### INPUT
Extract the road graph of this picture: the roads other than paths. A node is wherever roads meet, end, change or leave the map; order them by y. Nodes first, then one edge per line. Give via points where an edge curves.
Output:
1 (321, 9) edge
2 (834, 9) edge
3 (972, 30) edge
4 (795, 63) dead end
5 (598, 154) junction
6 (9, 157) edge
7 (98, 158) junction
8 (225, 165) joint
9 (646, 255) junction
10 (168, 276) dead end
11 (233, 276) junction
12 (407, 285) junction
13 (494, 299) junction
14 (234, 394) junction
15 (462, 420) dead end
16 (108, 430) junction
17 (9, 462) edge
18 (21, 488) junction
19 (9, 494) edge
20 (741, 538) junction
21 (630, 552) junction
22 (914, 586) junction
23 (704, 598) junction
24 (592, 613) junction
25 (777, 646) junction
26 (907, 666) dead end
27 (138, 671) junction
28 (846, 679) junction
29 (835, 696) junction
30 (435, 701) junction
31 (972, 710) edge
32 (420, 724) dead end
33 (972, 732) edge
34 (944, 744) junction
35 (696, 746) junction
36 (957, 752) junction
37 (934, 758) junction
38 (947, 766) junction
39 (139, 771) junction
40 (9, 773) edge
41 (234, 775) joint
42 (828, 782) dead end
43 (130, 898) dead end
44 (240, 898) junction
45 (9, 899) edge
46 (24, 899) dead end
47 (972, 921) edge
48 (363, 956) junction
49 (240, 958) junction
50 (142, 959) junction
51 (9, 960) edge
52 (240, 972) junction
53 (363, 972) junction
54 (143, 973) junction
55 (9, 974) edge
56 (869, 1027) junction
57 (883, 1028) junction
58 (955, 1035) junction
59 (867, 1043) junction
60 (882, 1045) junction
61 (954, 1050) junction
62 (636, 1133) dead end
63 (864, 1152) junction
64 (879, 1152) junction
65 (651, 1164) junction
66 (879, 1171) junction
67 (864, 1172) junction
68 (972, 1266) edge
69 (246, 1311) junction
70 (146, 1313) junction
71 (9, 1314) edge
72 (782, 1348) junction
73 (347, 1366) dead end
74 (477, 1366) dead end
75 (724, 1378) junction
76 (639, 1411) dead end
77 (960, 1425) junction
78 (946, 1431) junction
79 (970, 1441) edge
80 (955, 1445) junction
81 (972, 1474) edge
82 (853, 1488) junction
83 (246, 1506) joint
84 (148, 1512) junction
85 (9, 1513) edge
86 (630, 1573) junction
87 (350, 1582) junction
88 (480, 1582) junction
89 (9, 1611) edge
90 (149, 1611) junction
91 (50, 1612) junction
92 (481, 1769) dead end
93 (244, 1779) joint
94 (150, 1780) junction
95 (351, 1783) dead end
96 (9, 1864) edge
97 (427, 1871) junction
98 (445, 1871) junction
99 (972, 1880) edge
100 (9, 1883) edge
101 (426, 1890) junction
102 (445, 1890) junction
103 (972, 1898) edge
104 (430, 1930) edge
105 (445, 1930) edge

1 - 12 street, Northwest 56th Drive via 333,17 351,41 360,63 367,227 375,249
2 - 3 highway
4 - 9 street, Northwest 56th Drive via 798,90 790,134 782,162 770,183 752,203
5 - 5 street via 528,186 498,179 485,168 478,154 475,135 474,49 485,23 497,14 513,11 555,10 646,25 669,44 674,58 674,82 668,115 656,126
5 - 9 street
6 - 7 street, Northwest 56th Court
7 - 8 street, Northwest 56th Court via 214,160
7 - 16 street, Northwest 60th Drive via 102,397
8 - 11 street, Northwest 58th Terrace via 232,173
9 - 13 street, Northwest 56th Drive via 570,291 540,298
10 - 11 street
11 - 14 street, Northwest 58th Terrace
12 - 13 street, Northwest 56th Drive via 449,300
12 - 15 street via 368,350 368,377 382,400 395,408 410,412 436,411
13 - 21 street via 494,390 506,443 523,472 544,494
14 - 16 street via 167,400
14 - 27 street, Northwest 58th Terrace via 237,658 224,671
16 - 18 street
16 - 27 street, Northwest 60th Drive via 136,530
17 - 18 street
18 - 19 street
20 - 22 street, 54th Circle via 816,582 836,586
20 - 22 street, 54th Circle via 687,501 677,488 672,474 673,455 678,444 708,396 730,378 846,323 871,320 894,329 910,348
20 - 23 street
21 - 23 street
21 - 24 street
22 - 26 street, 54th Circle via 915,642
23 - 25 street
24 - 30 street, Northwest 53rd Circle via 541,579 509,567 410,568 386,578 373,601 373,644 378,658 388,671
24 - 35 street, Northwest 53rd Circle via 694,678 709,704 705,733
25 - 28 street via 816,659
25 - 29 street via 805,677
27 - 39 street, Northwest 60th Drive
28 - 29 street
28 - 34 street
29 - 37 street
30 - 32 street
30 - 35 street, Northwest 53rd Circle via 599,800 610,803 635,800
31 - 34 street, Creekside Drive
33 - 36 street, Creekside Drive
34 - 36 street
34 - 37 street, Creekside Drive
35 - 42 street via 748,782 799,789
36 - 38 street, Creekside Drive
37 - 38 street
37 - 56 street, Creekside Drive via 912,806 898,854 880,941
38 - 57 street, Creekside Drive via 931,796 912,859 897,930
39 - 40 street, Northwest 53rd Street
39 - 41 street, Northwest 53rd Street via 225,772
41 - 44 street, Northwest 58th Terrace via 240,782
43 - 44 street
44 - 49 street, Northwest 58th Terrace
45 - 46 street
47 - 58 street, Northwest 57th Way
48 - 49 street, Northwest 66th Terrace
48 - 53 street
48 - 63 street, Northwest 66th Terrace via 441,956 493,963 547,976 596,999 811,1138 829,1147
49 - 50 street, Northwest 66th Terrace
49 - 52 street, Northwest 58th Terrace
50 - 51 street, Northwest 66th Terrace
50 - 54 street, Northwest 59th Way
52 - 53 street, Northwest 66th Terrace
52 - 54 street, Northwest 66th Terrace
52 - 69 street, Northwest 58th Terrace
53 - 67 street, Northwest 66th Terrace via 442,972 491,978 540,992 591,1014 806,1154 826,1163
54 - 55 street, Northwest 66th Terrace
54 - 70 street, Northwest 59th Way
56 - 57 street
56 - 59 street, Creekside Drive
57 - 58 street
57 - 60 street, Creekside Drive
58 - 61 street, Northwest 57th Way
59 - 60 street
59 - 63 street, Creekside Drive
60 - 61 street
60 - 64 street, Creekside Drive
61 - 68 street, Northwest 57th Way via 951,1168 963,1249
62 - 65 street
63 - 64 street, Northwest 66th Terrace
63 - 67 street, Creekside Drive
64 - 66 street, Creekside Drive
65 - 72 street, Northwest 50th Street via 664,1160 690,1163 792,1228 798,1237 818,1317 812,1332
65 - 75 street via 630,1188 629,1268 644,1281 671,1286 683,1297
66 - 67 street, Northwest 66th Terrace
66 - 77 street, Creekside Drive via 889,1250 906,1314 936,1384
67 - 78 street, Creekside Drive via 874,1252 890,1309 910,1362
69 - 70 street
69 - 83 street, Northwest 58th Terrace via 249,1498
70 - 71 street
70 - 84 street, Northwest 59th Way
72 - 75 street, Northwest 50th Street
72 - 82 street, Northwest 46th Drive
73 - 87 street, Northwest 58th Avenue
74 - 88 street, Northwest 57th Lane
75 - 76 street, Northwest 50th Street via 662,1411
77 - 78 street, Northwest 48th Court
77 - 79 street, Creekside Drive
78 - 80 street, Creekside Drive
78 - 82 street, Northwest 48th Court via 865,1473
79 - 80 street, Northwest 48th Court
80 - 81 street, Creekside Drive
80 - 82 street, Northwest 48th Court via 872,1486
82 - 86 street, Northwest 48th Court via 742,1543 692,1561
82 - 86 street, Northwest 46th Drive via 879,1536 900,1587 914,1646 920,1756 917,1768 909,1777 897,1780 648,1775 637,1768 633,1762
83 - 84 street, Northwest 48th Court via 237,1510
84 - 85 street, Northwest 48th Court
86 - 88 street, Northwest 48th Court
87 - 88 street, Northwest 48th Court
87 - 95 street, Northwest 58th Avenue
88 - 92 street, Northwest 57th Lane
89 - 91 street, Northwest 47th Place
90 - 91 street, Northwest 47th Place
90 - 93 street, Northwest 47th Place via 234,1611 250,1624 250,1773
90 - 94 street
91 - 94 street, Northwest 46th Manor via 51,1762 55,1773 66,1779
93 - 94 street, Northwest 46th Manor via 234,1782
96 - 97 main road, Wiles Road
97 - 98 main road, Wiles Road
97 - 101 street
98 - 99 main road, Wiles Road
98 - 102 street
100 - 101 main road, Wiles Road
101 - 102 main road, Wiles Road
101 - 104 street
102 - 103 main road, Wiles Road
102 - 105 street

### EXERCISE DESCRIPTION
Wherever "Wiles" occurs in the entries above, copy the line it sits on.

### ANSWER SECTION
96 - 97 main road, Wiles Road
97 - 98 main road, Wiles Road
98 - 99 main road, Wiles Road
100 - 101 main road, Wiles Road
101 - 102 main road, Wiles Road
102 - 103 main road, Wiles Road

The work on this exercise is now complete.